Over time, my conversations with Kevin and Jean every night while taking the photographic plates had progressed from simple efficient talk about the sky and the weather to a more general extended chat. Jean would talk about her plans for a dream house on the river, while Kevin told stories about his teenage daughter or described how he would drive directly to the beach on the last morning before bright time started and sleep all day long. Kevin and Jean had also had inadvertent front-row seats to the demise of my long-term relationship from my days in Berkeley and my subsequent retreat from the cabin in the woods that my girlfriend and I had shared, to the death of my father, to the start and end of a new relationship or two; so, as I sat on Kevin’s sofa for the first time, our conversation naturally steered to the personal.
All Kevin wanted to talk about was Diane Binney and why she kept talking to me. I told Kevin about the Hawaii trip and that we were talking logistics. He thought that sounded like an exciting first date. I insisted that it sounded like work, because that was all it was.
Kevin wouldn’t let up. “Yeah, but she was paying you a lot of attention.”
“She runs trips for people; it’s her job to be nice. I’m sure that all of the guys at Caltech that she has to work with get the wrong impression and make idiots of themselves. I’m not going to do anything stupid.”
Six months later, I was in Hawaii with Diane and twenty or thirty people in her group. The group spent an enjoyable week on the lava, at the telescopes, at the beach, learning about geology and listening to me lecture about astronomy. The last night, when she was done with the trip and could finally relax, the two of us found ourselves down on the beach alone sometime after midnight. I pointed out the Southern Cross, just barely visible at the right time of year from Hawaii, and I showed her the paths of the planets and how she could pick out Saturn just setting into the ocean. I told her what it was really like to use the telescopes, and she talked of her nieces back in California. Saturn sank into the Pacific, and we finally walked back to our rooms. I was quite proud of myself for not having done anything stupid.

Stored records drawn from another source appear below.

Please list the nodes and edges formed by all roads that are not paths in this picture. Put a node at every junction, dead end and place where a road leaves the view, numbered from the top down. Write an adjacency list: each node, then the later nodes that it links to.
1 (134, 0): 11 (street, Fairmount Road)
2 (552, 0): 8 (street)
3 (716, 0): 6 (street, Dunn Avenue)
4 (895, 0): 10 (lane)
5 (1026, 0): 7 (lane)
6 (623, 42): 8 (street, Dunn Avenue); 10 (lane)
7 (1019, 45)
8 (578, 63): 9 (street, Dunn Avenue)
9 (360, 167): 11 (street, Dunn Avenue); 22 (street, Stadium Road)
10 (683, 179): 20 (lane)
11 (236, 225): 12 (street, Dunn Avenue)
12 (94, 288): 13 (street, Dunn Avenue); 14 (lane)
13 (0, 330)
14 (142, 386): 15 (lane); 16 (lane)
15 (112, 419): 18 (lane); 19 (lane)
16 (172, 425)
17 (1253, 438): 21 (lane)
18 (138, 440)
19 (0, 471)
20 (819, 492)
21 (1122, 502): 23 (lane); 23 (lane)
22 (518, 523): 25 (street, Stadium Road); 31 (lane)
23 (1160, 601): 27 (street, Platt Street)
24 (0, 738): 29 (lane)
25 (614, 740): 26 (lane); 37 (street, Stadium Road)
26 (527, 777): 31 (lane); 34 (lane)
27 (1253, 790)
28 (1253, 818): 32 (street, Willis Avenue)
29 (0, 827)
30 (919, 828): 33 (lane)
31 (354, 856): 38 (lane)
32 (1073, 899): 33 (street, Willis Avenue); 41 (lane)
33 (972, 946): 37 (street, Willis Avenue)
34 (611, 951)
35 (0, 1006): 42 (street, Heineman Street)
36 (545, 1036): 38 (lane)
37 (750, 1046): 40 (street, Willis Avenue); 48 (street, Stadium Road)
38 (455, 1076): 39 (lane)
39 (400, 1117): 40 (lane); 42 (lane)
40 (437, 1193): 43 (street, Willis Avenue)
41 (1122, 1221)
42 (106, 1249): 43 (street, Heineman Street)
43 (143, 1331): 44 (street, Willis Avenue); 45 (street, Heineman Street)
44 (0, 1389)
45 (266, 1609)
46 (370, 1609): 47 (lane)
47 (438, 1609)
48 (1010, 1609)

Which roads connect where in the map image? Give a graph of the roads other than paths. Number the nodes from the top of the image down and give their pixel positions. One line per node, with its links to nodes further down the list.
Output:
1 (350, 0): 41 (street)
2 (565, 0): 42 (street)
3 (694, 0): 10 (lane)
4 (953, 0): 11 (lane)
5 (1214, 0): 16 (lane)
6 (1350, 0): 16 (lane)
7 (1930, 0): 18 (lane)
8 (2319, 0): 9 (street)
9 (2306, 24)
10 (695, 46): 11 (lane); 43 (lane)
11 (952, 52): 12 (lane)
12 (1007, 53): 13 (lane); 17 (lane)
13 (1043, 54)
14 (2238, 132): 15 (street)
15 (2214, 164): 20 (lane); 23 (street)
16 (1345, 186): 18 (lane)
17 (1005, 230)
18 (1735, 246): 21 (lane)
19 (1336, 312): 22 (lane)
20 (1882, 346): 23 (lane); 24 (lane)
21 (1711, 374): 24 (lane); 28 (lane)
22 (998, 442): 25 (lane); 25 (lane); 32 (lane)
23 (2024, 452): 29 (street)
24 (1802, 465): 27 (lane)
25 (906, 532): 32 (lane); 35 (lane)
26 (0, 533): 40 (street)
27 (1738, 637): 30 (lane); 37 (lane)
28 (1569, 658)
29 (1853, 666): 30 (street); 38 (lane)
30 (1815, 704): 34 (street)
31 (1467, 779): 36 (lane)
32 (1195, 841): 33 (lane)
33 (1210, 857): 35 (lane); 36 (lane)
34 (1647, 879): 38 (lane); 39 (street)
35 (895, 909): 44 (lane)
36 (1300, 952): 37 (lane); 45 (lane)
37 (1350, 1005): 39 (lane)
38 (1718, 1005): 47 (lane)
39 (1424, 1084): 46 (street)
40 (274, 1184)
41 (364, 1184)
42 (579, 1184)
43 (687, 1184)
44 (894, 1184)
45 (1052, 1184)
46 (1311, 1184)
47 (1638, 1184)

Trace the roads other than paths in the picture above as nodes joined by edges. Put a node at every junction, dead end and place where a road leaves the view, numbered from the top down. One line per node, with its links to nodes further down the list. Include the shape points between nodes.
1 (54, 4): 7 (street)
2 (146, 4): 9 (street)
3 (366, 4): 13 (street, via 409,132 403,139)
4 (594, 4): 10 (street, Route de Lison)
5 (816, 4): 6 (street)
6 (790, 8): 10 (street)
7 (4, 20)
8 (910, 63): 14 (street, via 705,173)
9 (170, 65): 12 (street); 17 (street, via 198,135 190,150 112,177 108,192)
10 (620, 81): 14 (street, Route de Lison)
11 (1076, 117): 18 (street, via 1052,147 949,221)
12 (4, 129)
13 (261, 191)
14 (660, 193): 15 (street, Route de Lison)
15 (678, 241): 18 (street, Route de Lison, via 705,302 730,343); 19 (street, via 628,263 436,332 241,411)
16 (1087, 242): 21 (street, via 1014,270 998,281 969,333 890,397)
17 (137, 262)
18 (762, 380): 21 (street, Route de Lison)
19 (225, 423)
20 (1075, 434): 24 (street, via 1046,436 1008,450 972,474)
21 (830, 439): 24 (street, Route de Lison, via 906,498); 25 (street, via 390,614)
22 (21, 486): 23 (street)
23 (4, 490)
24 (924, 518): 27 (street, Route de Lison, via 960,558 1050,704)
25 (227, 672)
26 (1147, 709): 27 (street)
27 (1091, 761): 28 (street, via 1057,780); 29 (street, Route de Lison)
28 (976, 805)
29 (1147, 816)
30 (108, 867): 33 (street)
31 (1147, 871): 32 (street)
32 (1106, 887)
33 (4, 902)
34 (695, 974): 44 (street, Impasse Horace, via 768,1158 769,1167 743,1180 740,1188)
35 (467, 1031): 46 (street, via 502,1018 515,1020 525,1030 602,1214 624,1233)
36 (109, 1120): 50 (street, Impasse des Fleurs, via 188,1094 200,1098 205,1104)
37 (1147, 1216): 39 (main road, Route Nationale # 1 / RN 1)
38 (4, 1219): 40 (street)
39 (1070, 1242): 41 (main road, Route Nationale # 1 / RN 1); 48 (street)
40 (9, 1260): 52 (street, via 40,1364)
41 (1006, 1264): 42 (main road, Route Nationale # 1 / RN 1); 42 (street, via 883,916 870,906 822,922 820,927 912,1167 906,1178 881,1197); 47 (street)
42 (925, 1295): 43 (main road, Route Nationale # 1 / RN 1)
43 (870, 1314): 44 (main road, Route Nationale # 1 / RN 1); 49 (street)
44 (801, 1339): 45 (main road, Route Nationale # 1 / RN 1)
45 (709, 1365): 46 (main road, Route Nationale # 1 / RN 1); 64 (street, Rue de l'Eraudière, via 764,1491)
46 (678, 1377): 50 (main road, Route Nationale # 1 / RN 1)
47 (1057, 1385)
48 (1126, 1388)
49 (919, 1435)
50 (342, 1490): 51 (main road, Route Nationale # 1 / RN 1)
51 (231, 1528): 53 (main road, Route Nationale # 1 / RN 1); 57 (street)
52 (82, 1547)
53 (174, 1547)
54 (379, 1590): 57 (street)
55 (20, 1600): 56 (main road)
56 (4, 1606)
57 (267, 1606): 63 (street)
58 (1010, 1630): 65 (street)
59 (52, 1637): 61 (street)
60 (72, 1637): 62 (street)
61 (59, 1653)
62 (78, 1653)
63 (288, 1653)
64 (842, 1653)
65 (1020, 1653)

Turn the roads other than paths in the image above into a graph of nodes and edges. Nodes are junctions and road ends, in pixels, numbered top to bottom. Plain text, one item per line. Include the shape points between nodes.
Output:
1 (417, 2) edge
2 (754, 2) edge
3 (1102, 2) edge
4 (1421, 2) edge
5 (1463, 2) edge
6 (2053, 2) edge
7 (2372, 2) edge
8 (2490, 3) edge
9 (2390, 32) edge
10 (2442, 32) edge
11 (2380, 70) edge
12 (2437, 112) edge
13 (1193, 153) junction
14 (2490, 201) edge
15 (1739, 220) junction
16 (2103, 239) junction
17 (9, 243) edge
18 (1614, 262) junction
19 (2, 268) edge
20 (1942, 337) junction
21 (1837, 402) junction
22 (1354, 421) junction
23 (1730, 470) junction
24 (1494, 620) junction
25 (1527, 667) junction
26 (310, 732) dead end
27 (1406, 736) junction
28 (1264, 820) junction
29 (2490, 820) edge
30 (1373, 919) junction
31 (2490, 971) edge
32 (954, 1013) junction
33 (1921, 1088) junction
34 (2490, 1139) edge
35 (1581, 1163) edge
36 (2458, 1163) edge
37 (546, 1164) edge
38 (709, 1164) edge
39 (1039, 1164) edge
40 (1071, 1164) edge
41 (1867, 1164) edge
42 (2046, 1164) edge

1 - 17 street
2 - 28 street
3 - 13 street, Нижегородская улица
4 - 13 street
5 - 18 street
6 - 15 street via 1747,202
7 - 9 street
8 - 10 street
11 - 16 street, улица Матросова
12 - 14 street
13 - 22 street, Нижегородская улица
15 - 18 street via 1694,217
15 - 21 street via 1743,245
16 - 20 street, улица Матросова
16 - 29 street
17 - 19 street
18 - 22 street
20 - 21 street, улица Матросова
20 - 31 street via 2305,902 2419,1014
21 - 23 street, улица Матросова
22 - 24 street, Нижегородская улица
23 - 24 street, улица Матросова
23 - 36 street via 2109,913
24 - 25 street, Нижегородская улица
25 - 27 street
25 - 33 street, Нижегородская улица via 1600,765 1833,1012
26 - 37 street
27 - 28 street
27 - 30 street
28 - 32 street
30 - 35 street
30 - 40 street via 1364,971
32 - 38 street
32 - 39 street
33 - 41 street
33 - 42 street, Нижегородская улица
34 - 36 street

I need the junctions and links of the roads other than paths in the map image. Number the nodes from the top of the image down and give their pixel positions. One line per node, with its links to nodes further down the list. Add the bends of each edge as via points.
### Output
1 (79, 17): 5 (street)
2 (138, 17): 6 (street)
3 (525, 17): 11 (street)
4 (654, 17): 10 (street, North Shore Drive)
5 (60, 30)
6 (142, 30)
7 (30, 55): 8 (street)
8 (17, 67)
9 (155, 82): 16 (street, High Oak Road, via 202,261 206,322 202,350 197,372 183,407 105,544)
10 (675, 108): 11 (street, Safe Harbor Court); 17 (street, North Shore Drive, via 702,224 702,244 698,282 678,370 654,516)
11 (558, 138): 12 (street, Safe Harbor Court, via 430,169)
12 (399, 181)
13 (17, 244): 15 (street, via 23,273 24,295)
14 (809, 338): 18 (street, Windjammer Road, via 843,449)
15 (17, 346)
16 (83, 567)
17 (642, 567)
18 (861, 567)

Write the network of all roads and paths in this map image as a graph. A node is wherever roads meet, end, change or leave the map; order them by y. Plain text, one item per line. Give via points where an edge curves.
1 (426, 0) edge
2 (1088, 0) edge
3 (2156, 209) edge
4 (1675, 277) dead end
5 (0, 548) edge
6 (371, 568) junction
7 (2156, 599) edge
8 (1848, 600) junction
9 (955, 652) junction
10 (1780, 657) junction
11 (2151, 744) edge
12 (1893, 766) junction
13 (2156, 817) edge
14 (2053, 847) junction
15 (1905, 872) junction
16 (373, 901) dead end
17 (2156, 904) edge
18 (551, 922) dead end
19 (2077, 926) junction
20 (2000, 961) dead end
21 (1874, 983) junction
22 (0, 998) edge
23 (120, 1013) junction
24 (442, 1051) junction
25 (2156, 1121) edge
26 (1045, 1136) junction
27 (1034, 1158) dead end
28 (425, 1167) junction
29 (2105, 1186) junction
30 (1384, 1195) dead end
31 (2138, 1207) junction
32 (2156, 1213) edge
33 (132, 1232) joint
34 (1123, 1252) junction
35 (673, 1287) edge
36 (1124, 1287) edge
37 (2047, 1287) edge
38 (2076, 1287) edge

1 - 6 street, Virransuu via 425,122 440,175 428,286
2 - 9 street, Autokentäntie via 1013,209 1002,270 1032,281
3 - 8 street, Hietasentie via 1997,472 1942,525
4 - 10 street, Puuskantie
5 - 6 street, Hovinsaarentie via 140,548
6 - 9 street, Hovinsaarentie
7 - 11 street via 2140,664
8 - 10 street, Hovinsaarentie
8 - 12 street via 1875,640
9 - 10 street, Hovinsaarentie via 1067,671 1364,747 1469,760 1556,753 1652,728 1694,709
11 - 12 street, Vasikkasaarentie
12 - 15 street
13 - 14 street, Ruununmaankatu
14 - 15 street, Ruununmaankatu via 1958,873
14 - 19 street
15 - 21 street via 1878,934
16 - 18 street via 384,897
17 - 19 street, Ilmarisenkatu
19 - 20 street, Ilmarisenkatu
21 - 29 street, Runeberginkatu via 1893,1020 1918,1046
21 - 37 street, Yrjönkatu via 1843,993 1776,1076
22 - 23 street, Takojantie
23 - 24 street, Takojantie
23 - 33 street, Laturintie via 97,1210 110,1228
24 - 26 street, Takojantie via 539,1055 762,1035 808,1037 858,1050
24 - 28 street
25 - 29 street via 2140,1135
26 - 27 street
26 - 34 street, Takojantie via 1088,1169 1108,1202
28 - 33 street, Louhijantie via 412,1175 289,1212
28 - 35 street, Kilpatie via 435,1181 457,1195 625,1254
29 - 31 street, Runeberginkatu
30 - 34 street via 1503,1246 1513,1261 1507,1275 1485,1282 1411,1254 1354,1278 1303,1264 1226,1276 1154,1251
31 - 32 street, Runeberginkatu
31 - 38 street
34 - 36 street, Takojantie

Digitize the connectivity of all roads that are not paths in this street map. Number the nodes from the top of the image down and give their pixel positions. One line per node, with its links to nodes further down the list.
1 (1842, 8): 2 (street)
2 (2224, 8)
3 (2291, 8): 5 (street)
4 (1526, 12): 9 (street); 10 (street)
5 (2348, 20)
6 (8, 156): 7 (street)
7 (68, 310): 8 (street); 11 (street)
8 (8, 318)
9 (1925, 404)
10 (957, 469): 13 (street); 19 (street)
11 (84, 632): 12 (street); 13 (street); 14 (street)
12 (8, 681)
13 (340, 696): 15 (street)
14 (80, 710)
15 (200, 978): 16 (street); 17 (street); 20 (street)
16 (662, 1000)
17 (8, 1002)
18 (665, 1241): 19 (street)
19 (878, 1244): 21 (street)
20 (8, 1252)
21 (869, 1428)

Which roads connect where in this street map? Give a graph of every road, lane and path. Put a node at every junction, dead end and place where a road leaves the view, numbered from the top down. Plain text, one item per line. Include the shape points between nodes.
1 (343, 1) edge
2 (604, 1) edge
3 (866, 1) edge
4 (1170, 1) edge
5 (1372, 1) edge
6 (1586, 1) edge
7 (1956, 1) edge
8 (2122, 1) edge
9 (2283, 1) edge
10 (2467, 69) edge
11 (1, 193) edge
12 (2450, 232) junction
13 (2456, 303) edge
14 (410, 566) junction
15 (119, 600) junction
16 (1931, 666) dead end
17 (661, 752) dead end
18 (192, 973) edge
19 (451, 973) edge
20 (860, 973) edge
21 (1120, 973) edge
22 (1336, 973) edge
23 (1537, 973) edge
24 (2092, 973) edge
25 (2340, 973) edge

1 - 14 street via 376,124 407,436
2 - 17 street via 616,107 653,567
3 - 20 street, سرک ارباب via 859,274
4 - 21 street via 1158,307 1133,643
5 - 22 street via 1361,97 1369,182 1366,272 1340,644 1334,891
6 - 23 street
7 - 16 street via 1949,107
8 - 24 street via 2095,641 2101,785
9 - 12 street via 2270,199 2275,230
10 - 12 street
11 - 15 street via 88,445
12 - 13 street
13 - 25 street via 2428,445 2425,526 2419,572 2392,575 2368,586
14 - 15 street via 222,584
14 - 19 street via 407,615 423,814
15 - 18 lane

When we got back to Caltech the following week, I found myself accidentally walking past Diane’s office a few times a day and accidentally running into her and stopping to talk. Every time I did, she was very nice, and I had to remind myself that, truly, it was her job to be nice and to appear happy to see me and that being stupid was the worst thing to do. On accidentally running into her in the early afternoon one pleasant spring workday, I asked if she needed a cup of coffee. She did. We
walked down the street, drank coffee, and talked for three hours. Certainly, it was part of her job to be nice to me and cultivate me as a good resource. But it occurred to me that, even accounting for all of that, there was no reason for her to spend three hours in the middle of an afternoon with me when we both had many other things to do. It suddenly occurred to me that, in fact, I had been stupid all along.